Psychologists and anthropologists generally agree that a wide variety of factors are at work in play. Experts on animals emphasize that the animals that play are those that must develop skill and strength for predatory activities. In tribal cultures in which speed and skill with weapons are important adult competences, the greater part of children's play is given over to such physical exercises. Australian aboriginal children spend much of their time imitating the animals that they will hunt when they are grown up. They mimic the animals and stalk each other in the guise of hunters. The most universal of all games among spear-throwing tribes is one in which two groups throw spears at a target that is rolled down between them. In nomadic cultures, where life is uncertain, adults and children play games of chance in which they discover whose decisions are favored by the gods. 

Even today, games of chance are played most often by those members of modern society who have the least control over their affairs and the least scope for personal initiative. A game of chance brings the player an opportunity that life usually does not, as the example of the modern lottery illustrates. Games of strategy, which emerged in human culture with the appearance of social classes and specialized military groups, appear to have been developed as ways of training for diplomacy and warfare. A game of strategy trains the player in strategic thinking. 
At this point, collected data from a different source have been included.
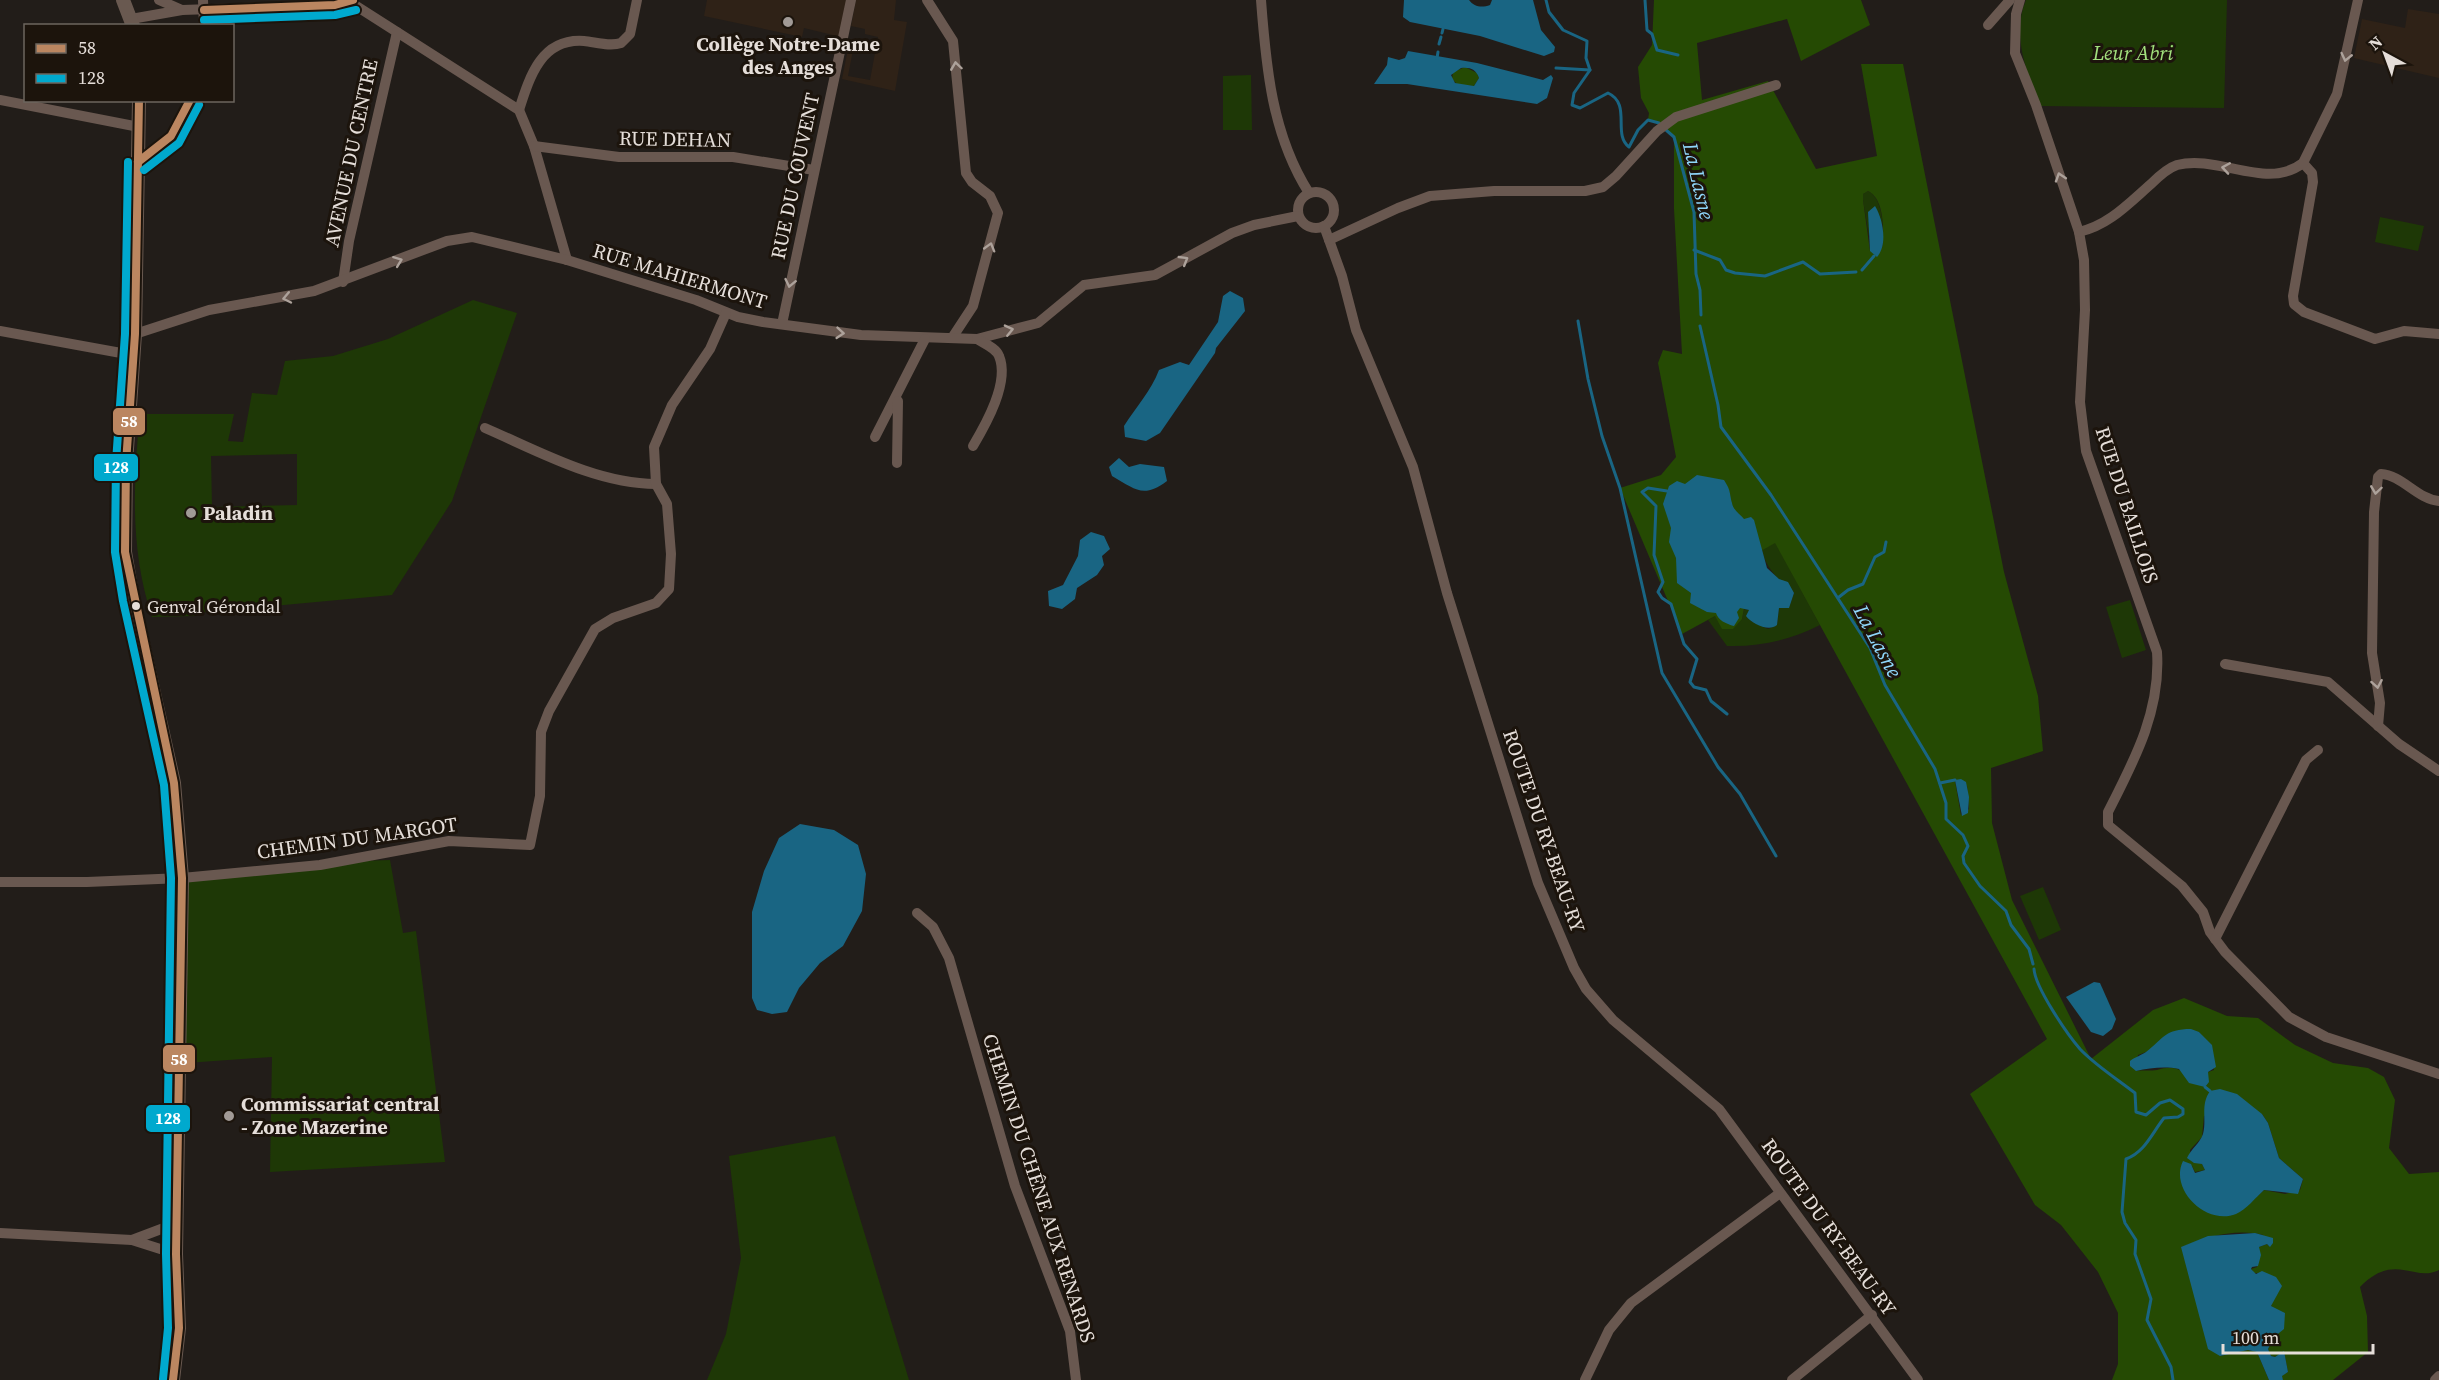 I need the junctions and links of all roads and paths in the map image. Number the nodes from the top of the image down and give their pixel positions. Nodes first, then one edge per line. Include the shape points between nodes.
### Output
1 (123, 0) edge
2 (159, 0) edge
3 (637, 0) edge
4 (851, 0) edge
5 (927, 0) edge
6 (1261, 0) edge
7 (2010, 0) edge
8 (2020, 0) edge
9 (2358, 0) edge
10 (351, 1) edge
11 (203, 5) edge
12 (182, 10) junction
13 (132, 22) edge
14 (204, 24) edge
15 (1988, 25) dead end
16 (397, 32) junction
17 (1776, 85) dead end
18 (0, 99) edge
19 (139, 102) edge
20 (189, 102) edge
21 (519, 110) junction
22 (139, 127) junction
23 (534, 146) junction
24 (138, 162) junction
25 (2303, 163) junction
26 (814, 170) junction
27 (1309, 193) junction
28 (1298, 216) junction
29 (1324, 226) junction
30 (2079, 232) junction
31 (1329, 240) junction
32 (567, 260) junction
33 (343, 282) junction
34 (726, 313) junction
35 (782, 324) junction
36 (0, 331) edge
37 (135, 334) junction
38 (2439, 334) edge
39 (925, 339) junction
40 (952, 339) junction
41 (977, 339) junction
42 (132, 355) junction
43 (898, 394) junction
44 (485, 428) dead end
45 (875, 437) dead end
46 (974, 446) dead end
47 (897, 463) dead end
48 (656, 483) junction
49 (2438, 501) edge
50 (2225, 664) dead end
51 (2378, 726) junction
52 (2318, 750) dead end
53 (2439, 771) edge
54 (182, 878) junction
55 (0, 882) edge
56 (917, 913) dead end
57 (2215, 939) junction
58 (2439, 1074) edge
59 (1780, 1193) junction
60 (177, 1223) junction
61 (0, 1233) edge
62 (132, 1239) junction
63 (176, 1254) junction
64 (1872, 1315) junction
65 (2439, 1376) edge
66 (173, 1380) edge
67 (1076, 1380) edge
68 (1585, 1380) edge
69 (1792, 1380) edge
70 (1918, 1380) edge
71 (2435, 1380) edge

1 - 13 main road
2 - 12 street
3 - 21 street via 630,34 621,43 561,42 548,50
4 - 26 street, RUE DU COUVENT
40 -> 5 street via 973,306 998,213 990,196 966,173 952,41
6 - 27 street via 1268,83 1298,176
7 - 15 street
30 -> 8 street, RUE DU BAILLOIS via 2015,53
9 -> 25 street via 2337,94
10 - 11 street via 335,5
10 - 16 street
11 - 12 street
11 - 14 street
12 - 13 street
16 - 21 street
16 - 33 street, AVENUE DU CENTRE
17 - 31 street via 1676,117 1657,130 1603,187 1585,191 1430,196
18 - 22 street
19 - 22 main road
20 - 24 street via 171,136
21 - 23 street, RUE MAHIERMONT
22 - 24 main road
23 - 26 street, RUE DEHAN via 619,157 733,157
23 - 32 street, RUE MAHIERMONT
24 - 37 main road
25 -> 30 street via 2276,174 2176,165 2098,227
25 - 38 street via 2312,173 2313,182 2293,296 2295,304 2308,314 2375,339 2404,332
26 -> 35 street, RUE DU COUVENT
27 - 28 street via 1299,202
27 - 29 street via 1321,193 1331,200 1332,218
28 - 29 street via 1309,227
41 -> 28 street, RUE MAHIERMONT via 1038,323 1084,285 1155,275 1233,233
29 - 31 street, ROUTE DU RY-BEAU-RY
30 - 57 street, RUE DU BAILLOIS via 2086,279 2081,429 2088,459 2153,640 2158,669 2149,724 2107,820 2108,825 2182,886 2203,912
31 - 59 street, ROUTE DU RY-BEAU-RY via 1356,330 1413,467 1447,593 1538,884 1574,968 1586,990 1612,1020 1719,1109
33 -> 32 street via 466,237
32 - 34 street, RUE MAHIERMONT
33 -> 37 street via 284,298 209,310
34 - 35 street, RUE MAHIERMONT
34 - 48 street via 710,348 660,430 653,459
35 -> 39 street, RUE MAHIERMONT
36 - 42 street
37 - 42 main road
39 - 40 street, RUE MAHIERMONT
39 - 43 street
40 - 41 street, RUE MAHIERMONT
41 - 46 street via 996,351 1001,368 993,411
42 - 54 main road via 125,552 174,783
43 - 45 street
43 - 47 street
44 - 48 street via 570,465 634,483
48 - 54 street, CHEMIN DU MARGOT via 667,504 669,589 656,603 613,618 596,629 549,711 541,732 540,796 530,845 449,841 320,865
49 -> 51 street via 2422,496 2389,475 2378,477 2373,512 2372,653 2380,703
50 - 51 street via 2328,682
51 - 53 street via 2419,760
52 - 57 street via 2306,759
54 - 55 street
54 - 60 main road
56 - 67 street, CHEMIN DU CHÊNE AUX RENARDS via 937,932 949,958 1006,1159 1070,1331
57 - 58 street, RUE DU BAILLOIS via 2273,1001 2303,1026
59 - 64 street, ROUTE DU RY-BEAU-RY
59 - 68 street via 1631,1303 1609,1330
60 - 62 street
60 - 63 main road
61 - 62 street
62 - 63 street
63 - 66 main road via 179,1328
64 - 69 street
64 - 70 street, ROUTE DU RY-BEAU-RY
65 - 71 street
Modern-day children, with their innumerable toys, practice the manipulative control of objects—just as their parents manipulate autos, thermostats, dishwashers, and computers. Both adults and children live in a world where the control of machines is critical to survival. In general, however, children's play today focuses on mental rather than physical activity. This mental activity typically is modeled in a great variety of types of make-believe play, sociodramatic play with other children, or constructive play with toys or with arts and crafts materials. In part it is also modeled by board games and card games. 

Thus play is not the same everywhere, but changes to suit the circumstances of survival in different places and different historical times. In several kinds of play, however, there is some universality. Almost all children imitate the most exciting adults in their own culture. In American colonial times these were often outlaws or Indians. In modern times they may be spacemen or the current heroes or heroines of television dramas. At all times children seem to be striving to feel mastery in relationship to challenging, dangerous, or threatening people. As children in the modern world increasingly live in apartment complexes and no longer play on the streets, they are confined to imitating what is brought to them through television and the motion pictures.

Games with rules also seem to be universal, serving as exercises in social life through which the player learns to cooperate in larger groups. But not all cultures have competitive games. In many societies games are cooperative, or they are the parallel expression of skills with little emphasis on winning. Usually, those are cultures where collaboration is essential to survival. 

In most cultures there are clear-cut sex differences in play. Males typically play more active games in larger groups, usually with emphasis on attack and defense. Females tend to play in smaller groups, and show greatest interest in games of acceptance and rejection (Mother, may I?). These differences are apparently learned, and derive from the traditional differences in male and female occupations, in which the men must hunt and fight and the women nurture the young. But beginning in the 1970s, in the United States and some other countries as well, increasing emphasis has been placed on eliminating traditional sex differences in play.